Previous research shows that community college students are strongly influenced by geography when considering higher education opportunities (Backes & Velez, 2014). Students in our sample were similarly concerned about the location of prospective transfer institutions; qualitative inquiry, however, reveals that many who were not geographically constrained still limited their options to just one school, often a nearby one, suggesting opportunities for information or intervention. Earlier studies find that college cost is an important factor in college choice, particularly for students of color (Grodsky & Jones, 2007; Mundel, 2008); in our study, students weighed financial considerations while creating their choice sets.

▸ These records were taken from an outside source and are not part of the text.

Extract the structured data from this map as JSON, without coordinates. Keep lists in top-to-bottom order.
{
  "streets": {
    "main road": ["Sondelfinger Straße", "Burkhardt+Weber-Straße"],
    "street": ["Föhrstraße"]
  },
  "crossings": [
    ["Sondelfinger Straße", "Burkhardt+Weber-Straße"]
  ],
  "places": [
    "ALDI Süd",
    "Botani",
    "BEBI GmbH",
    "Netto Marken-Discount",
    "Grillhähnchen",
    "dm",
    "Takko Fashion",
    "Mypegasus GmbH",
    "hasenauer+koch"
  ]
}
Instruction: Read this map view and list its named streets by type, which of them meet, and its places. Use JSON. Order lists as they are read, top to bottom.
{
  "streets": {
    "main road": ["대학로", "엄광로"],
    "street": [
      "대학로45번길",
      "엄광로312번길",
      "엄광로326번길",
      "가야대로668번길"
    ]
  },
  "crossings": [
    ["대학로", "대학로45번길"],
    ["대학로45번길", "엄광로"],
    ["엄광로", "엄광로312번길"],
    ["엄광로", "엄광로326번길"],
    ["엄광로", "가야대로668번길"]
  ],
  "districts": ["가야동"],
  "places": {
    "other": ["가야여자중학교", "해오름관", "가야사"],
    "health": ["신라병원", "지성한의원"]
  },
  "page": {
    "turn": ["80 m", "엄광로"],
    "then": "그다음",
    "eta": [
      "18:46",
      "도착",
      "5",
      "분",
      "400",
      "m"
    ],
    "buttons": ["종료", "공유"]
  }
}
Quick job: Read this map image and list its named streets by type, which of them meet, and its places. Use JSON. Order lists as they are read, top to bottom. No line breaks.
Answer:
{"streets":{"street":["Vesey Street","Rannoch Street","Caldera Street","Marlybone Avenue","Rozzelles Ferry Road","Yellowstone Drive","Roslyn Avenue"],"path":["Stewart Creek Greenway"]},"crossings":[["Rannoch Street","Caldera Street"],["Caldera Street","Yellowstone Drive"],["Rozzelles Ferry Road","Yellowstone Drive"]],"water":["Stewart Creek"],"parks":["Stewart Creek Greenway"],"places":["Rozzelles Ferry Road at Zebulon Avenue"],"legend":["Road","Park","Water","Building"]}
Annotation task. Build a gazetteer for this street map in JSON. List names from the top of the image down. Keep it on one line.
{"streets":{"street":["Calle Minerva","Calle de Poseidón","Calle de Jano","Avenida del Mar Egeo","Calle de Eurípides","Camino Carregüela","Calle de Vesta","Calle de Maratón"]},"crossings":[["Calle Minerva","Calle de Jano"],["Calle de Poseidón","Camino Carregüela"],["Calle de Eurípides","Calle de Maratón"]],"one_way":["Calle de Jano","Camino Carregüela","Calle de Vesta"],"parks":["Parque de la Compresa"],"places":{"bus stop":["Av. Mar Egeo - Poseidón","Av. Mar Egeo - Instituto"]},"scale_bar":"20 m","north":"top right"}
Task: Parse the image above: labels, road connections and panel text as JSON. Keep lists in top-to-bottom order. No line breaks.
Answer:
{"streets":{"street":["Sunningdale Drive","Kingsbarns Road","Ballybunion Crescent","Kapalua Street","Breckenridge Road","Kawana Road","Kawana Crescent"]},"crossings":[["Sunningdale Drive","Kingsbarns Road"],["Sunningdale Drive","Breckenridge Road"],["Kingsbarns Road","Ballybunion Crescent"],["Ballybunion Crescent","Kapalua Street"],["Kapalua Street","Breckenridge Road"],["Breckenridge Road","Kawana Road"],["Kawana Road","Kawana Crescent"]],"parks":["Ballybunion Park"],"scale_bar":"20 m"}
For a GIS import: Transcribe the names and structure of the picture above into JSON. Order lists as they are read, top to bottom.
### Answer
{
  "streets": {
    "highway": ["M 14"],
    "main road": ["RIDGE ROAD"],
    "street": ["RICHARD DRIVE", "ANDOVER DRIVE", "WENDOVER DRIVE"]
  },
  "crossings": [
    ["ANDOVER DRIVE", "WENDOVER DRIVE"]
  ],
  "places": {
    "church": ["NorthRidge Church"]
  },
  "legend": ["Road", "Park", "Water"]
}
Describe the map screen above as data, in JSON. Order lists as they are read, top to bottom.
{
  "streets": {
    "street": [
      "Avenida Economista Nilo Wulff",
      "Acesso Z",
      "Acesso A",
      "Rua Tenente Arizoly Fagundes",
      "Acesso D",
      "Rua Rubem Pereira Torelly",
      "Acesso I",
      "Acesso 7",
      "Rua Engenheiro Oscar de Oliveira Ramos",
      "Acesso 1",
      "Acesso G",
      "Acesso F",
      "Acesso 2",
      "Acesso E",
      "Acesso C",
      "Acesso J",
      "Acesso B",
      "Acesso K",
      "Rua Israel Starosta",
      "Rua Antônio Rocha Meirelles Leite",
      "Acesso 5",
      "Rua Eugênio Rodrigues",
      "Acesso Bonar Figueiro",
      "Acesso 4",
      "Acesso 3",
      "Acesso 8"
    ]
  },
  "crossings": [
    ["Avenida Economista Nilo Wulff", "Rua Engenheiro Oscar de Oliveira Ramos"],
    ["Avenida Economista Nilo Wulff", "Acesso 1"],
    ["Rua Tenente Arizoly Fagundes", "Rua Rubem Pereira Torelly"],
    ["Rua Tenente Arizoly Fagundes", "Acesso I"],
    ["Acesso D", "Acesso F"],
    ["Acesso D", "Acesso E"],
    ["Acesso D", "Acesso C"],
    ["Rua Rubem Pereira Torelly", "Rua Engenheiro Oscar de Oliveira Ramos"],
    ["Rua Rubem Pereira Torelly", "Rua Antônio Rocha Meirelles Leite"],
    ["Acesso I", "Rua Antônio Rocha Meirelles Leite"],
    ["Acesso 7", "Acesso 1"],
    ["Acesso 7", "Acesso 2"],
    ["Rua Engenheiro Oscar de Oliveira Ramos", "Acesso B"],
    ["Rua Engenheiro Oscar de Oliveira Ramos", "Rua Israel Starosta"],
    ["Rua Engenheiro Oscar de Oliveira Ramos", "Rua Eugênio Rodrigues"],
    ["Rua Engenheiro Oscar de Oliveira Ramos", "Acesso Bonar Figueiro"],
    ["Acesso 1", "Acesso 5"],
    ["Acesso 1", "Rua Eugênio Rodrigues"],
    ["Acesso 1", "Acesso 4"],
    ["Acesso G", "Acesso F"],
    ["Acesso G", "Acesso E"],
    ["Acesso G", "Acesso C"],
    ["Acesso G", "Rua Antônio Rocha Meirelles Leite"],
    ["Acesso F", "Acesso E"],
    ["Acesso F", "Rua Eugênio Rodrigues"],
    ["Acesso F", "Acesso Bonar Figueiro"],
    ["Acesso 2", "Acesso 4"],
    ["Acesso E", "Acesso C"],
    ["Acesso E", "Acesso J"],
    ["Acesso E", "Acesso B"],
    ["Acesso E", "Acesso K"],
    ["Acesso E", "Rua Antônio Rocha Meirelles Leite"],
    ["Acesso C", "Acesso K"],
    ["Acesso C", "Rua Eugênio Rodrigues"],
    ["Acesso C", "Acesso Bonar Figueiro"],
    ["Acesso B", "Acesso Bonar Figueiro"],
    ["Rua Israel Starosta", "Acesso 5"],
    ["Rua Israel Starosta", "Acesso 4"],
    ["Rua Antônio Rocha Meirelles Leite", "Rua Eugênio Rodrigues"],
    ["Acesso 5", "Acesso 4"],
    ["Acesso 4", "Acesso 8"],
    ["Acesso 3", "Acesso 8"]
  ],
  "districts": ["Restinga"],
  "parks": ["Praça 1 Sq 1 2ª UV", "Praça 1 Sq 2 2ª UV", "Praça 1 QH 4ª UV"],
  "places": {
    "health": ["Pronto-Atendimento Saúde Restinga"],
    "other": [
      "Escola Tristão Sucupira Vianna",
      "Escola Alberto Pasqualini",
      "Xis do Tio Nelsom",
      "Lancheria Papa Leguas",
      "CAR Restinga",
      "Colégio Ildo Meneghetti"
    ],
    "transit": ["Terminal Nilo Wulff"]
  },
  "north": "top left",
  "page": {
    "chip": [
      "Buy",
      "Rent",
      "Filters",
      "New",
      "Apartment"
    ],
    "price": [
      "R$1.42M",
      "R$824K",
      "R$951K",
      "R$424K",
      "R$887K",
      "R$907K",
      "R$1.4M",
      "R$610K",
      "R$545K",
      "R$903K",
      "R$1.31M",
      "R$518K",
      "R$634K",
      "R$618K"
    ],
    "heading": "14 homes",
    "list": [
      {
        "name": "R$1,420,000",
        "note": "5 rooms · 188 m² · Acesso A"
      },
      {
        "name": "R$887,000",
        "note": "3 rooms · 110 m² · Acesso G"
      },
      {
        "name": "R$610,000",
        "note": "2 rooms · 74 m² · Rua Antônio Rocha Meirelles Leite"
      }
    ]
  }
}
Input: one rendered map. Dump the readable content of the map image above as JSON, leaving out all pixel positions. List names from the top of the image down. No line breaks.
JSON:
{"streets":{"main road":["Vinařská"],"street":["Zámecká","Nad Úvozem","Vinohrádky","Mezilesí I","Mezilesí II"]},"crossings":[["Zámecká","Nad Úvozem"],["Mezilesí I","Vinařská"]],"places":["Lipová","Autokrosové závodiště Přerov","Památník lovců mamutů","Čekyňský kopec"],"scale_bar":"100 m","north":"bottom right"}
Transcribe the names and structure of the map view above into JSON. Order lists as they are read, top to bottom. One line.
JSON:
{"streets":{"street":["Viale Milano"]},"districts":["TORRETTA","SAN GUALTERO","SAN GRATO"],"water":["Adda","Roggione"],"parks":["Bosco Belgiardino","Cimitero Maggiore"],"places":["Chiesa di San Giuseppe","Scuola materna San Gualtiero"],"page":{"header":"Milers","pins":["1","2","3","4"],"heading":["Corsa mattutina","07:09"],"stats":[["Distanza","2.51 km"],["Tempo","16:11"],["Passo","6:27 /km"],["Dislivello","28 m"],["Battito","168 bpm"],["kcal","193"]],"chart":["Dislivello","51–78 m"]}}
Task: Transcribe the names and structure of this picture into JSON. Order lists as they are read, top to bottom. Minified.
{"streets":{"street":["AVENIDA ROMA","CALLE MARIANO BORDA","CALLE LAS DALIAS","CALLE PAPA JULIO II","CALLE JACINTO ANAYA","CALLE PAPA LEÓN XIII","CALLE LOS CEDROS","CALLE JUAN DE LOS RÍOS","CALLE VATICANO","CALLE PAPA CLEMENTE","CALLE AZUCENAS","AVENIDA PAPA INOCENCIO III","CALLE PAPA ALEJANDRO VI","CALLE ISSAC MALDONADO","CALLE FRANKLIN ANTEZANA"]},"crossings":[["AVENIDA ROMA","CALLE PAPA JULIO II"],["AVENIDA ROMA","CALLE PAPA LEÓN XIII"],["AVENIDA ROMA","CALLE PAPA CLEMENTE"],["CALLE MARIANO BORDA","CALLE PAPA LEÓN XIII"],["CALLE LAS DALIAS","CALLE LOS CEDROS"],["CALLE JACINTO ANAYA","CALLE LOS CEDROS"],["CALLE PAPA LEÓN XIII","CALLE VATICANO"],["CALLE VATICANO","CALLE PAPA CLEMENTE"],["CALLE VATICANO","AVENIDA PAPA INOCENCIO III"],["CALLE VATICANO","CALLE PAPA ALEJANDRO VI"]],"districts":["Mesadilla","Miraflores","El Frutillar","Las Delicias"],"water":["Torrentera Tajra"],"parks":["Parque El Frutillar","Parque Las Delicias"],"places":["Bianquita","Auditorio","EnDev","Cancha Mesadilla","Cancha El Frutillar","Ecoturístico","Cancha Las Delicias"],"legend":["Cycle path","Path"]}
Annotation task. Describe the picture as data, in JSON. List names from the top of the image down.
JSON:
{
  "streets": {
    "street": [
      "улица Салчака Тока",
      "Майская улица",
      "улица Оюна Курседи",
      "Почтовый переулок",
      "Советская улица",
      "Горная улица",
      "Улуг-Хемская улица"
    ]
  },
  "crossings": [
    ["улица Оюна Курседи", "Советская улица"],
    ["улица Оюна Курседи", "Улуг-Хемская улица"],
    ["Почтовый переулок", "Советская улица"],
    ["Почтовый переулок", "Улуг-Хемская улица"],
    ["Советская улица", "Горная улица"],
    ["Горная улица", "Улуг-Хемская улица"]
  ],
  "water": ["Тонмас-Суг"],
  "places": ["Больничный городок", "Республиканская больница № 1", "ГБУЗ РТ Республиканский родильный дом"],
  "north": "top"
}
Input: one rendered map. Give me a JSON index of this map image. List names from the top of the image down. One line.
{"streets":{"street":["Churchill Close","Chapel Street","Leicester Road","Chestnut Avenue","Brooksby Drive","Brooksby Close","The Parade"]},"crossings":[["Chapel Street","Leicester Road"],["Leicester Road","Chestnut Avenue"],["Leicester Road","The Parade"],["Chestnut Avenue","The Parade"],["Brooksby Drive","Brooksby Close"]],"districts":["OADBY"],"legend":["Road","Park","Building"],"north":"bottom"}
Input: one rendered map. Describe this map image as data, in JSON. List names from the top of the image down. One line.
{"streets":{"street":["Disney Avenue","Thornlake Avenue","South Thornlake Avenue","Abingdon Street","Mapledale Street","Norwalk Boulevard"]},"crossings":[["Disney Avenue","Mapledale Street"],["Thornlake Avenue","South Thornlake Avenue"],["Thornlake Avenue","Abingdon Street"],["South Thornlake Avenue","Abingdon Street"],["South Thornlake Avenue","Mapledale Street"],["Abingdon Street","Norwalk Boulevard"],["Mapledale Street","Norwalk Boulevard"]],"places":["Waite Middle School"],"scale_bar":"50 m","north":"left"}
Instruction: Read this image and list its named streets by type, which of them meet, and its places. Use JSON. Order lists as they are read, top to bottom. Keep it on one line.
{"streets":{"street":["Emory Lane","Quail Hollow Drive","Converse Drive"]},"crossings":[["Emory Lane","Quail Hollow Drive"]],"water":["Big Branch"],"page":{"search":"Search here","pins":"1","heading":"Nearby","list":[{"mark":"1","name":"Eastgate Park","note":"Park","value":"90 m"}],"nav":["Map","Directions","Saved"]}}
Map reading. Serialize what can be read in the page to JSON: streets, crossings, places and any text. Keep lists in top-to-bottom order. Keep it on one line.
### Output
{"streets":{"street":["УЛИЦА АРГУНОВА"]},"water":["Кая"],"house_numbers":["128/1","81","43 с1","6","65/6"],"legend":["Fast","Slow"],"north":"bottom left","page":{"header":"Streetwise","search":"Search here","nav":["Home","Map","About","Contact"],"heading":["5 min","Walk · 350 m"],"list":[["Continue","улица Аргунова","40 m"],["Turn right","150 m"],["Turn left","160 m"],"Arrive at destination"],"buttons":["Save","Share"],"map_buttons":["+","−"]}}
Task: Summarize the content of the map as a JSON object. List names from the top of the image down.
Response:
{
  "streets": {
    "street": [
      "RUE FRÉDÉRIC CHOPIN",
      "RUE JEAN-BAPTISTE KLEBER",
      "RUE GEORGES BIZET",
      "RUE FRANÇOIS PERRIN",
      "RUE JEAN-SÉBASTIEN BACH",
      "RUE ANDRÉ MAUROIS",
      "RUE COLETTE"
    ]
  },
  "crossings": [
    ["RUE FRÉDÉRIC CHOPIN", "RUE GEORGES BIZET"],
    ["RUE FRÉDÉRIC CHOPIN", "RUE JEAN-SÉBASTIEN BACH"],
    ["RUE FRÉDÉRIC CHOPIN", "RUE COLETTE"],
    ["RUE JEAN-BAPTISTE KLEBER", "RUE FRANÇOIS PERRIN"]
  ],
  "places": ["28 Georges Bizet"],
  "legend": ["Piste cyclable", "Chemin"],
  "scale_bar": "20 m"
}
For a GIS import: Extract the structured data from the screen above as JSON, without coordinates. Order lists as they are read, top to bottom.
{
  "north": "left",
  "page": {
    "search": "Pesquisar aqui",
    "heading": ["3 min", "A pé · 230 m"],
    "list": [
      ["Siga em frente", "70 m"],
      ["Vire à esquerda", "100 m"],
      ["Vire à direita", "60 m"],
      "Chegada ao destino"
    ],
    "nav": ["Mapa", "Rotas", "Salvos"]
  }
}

Some students seemed to lack information about financial aid or loans, instead basing their decisions on the “sticker price” of institutions. Therefore, more tailored advising or better estimates of their out-of-pocket costs might help students make more accurate assessments about their options.


We found that students are making bounded choices, but they are bounded in different ways. Their choices are positioned based on how privileged, resourceful, and powerful they are, which affects their ability to navigate and succeed within the dominant social structure (Andre-Bechely, 2005; Cooper, 2005). Broader structural inequities drive students’ options. Constraints arising from finances, availability of resources, and family responsibilities, as well as preferences related to geography, for example, may affect students differently. For example, some of the women we spoke to, because of gendered family responsibilities and the division of labor inside the home, were less able to travel farther (even as a commuter) to a campus of their choice. Within this group, students sometimes had considered a broader range of options or as many institutions as possible, sometimes even momentarily considering universities farther away; however, they had to stay local because of family or work constraints. As they made these complex decisions, they weighed the quality of the programs alongside geography and knew they had to make tradeoffs. This situation also points to the broader geographic inequities in educational opportunity (e.g., Hillman & Weichman, 2016) that exist in the higher education landscape. By recognizing that students’ choices are contextualized and constrained, and showing how these influences play out by typology, policy makers and practitioners can better help with two- to four-year transitions.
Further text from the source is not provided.